I have heard it said that if Māori is to survive in this country as a viable language, then Pākehā must speak it. If they do not, the declining numbers of Māori currently speaking te reo (as identified in the most recent census) may be the harbinger of linguistic doom. We need all hands on deck. If that is indeed the case (and I agree that it is) reports this week of the low numbers of non-Maori studying te reo at school (4% of the total student body in year 9 and above, (see here) are concerning. The Māori and Pākehā learners of today are the reo Māori teachers of tomorrow.
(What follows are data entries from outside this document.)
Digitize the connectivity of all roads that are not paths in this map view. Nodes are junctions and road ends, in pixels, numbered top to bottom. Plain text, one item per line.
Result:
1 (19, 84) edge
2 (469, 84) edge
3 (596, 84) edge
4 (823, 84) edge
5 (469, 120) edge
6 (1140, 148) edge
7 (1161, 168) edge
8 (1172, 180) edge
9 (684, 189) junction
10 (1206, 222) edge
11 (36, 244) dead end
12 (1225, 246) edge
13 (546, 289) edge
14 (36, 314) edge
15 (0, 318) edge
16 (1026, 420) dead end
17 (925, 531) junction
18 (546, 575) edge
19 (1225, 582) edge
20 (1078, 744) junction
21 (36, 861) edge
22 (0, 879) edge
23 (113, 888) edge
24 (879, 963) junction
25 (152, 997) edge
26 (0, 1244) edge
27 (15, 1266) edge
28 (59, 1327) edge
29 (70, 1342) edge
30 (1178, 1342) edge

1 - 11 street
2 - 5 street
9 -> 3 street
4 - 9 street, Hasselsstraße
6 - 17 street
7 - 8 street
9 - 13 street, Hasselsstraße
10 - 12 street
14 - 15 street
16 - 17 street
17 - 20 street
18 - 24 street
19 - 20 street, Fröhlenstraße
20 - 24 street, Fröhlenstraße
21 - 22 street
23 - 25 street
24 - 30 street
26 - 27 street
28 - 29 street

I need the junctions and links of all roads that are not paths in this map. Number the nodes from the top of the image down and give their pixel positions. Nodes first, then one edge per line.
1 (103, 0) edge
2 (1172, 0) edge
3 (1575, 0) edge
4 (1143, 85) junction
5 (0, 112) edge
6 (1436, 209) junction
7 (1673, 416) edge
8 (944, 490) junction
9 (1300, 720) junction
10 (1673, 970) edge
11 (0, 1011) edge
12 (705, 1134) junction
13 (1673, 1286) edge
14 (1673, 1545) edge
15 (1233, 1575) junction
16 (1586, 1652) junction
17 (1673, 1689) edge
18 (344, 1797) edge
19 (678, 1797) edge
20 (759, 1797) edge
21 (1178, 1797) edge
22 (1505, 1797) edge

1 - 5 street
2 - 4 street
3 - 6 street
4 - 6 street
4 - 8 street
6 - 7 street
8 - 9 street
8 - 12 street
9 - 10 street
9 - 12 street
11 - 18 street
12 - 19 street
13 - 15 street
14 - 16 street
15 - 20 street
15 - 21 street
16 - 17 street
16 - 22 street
One of the key argument against making te reo compulsory in schools has been that due to the low numbers of te reo Māori teachers the bulk of the people who would need to deliver te reo to the school kids would be Pākehā, and in many cases, inexperienced and underprepared to do a good job. As calls for compulsory te reo Māori at primary school level start to gain a bit more of a head of steam (see here) it becomes pretty obvious that there would be a massive problem in delivery, even if the compulsory element is only in the offering of te reo Māori, rather than in ensuring every child must learn it. But I don’t think the lack of human resources comprises an effective argument against compulsory reo in schools, rather, that is a logistical problem that will need to be solved by governments – governments that have a shabby record in solving logistical problems as far as the Māori language is  concerned, at least. (If you need evidence of this, have a look at the te reo Māori chapter of the WAI 262 report as profiled on Carwyn Jones’ Te Ahi Kaa Roa blog.) I don’t know what the new language strategy holds for the future of Pākehā learning te reo Māori, but without those Māori and Pākehā dedicated to, and loving, te reo, I would not be able to hold the conversations that I do. I know how lucky I am, and how grateful I am to all those who have helped me over the decades of my reo journey, Māori mā, Pākehā mā. Tēnā koutou katoa, ngā manu tioriori. But the flight path you leave has to be a wide one, so it seems, if enough of us are to follow.